The largest variable affecting per pupil costs is the use of personnel. The 1985–86 study reported 62% of the special education dollar going to direct instruction, 13% to special education assessment involving special and general education students, 11% for such support services as program administration, 10% for related services such as physical therapy and social work services, and 4% for transportation.1

The Federal Share of Funding

Federal funding under Part B of the IDEA, the state grant-in-aid program, is based on each state's count of children receiving special education services. Federal funding is not affected by the disability categories of the children, their placement, or the services provided. Part B limits the number of children who may be counted for federal funding purposes to 12% of the general school-age population. However, a state must provide special education programs and services to all eligible children with disabilities.

The federal allocation for special education is based upon the national average per pupil expenditure (APPE) for all educational services. In 1978, the first year of federal funding, the federal allocation was set at 5% of APPE and was authorized to rise to a high of 40% of APPE by 1982. However, federal aid allocated to students with disabilities has never exceeded 12.5% of the national APPE and reached fully authorized levels only during the first two years that the program was effective.

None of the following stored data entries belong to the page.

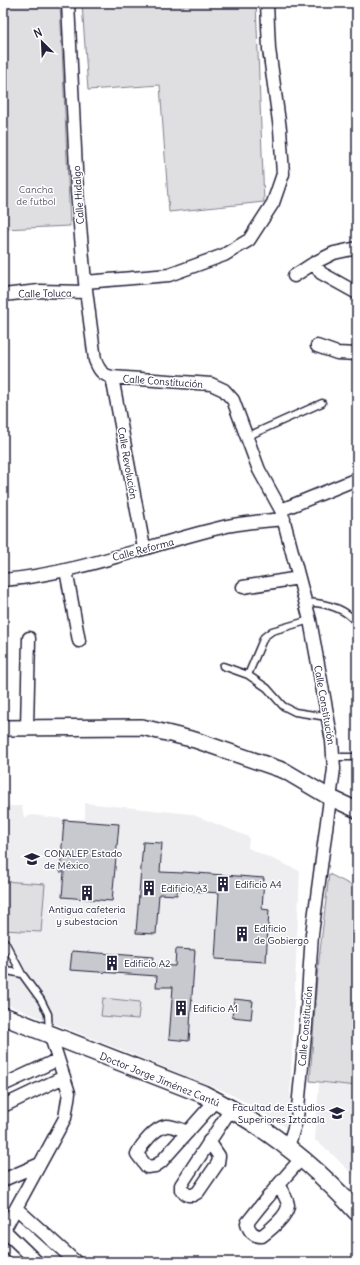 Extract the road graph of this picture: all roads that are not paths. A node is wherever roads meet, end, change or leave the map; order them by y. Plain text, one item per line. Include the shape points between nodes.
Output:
1 (68, 3) edge
2 (267, 3) edge
3 (357, 248) edge
4 (314, 263) junction
5 (294, 276) dead end
6 (85, 287) junction
7 (357, 293) edge
8 (3, 294) edge
9 (317, 346) dead end
10 (357, 354) edge
11 (112, 377) junction
12 (322, 403) dead end
13 (246, 437) junction
14 (357, 480) edge
15 (283, 515) junction
16 (144, 548) junction
17 (66, 570) junction
18 (299, 578) junction
19 (3, 580) edge
20 (243, 587) dead end
21 (305, 602) junction
22 (310, 620) junction
23 (357, 624) edge
24 (29, 638) dead end
25 (80, 641) dead end
26 (223, 666) dead end
27 (248, 675) junction
28 (327, 717) junction
29 (3, 728) edge
30 (27, 728) junction
31 (333, 757) junction
32 (357, 758) edge
33 (330, 797) junction
34 (357, 810) edge
35 (3, 942) edge
36 (3, 970) edge
37 (22, 974) junction
38 (3, 1016) edge
39 (50, 1034) junction
40 (57, 1060) junction
41 (64, 1077) junction
42 (3, 1085) edge
43 (216, 1100) junction
44 (3, 1106) edge
45 (231, 1109) junction
46 (188, 1132) dead end
47 (209, 1141) dead end
48 (288, 1147) junction
49 (301, 1159) junction
50 (40, 1164) junction
51 (3, 1180) edge
52 (278, 1185) junction
53 (16, 1208) junction
54 (255, 1212) junction
55 (357, 1212) edge
56 (271, 1228) junction
57 (4, 1231) edge
58 (3, 1260) edge
59 (6, 1262) edge
60 (37, 1262) edge
61 (76, 1262) edge

1 - 6 street, Calle Hidalgo via 77,191
2 - 6 street, Calle Toluca via 283,174 273,203 249,240 224,255 169,275
3 - 4 street via 334,253
4 - 5 street
4 - 7 street via 321,273
6 - 8 street, Calle Toluca
6 - 11 street, Calle Hidalgo via 98,370 105,376
9 - 10 street via 337,353
11 - 13 street, Calle Constitución via 211,384 224,390 233,400
11 - 16 street, Calle Revolución
12 - 13 lane
13 - 15 street, Calle Constitución via 259,470
14 - 15 street, Calle Reforma
15 - 16 street, Calle Reforma
15 - 18 street, Calle Constitución
16 - 17 street, Calle Reforma
17 - 19 street, Calle Reforma
17 - 25 street
18 - 20 street
18 - 21 street, Calle Constitución
21 - 22 street, Calle Constitución
21 - 23 lane via 340,609
22 - 27 lane via 272,631 264,638
22 - 28 street, Calle Constitución
24 - 30 street
26 - 27 lane
27 - 28 lane via 267,688 283,706 295,712
28 - 31 street, Calle Constitución
29 - 30 street
30 - 33 street via 142,727 173,734 285,771
31 - 32 lane
31 - 33 street, Calle Constitución
33 - 34 street
33 - 48 street, Calle Constitución via 312,934 297,1118
35 - 37 lane
36 - 37 lane
37 - 39 lane via 48,1014
38 - 39 main road, Doctor Jorge Jiménez Cantú
39 - 40 street
39 - 43 main road, Doctor Jorge Jiménez Cantú
40 - 41 street
40 - 42 street
41 - 44 street
41 - 50 street via 69,1093 65,1118
43 - 45 main road, Doctor Jorge Jiménez Cantú
43 - 46 street
45 - 47 street
45 - 48 main road, Doctor Jorge Jiménez Cantú
48 - 49 main road, Doctor Jorge Jiménez Cantú
49 - 52 street
49 - 55 main road, Doctor Jorge Jiménez Cantú
50 - 51 street
50 - 53 street
52 - 54 street
52 - 56 street via 288,1206 286,1213
53 - 57 street
53 - 61 street
54 - 56 street
54 - 56 street via 247,1223 248,1229 256,1236 262,1236
57 - 60 street
58 - 59 street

State and Local Shares of Funding

All 50 states have provisions in their public education funding formulas that acknowledge the cost of educating special education students. In each instance, they are designed to provide for some share of the excess cost associated with special education. State categorical funding formulas for special education encompass a wide variety of approaches, including the following:

  • reimbursing a fixed percentage of actual special education expenditures (11 states),
  • pupil "weighting" systems in which special education students generate a fixed multiple of the general education pupil allocation, such as two times as much (18 states),
  • systems that fund specific special education resources such as teachers (11 states), and
  • fixed dollar grants per student (10 states).

A relatively new and important variation in funding formulas is census-based funding, which is based on a count of all students in a district rather than just the special education count. This approach to funding offers significantly more flexibility to local schools but has raised concerns among some about accountability.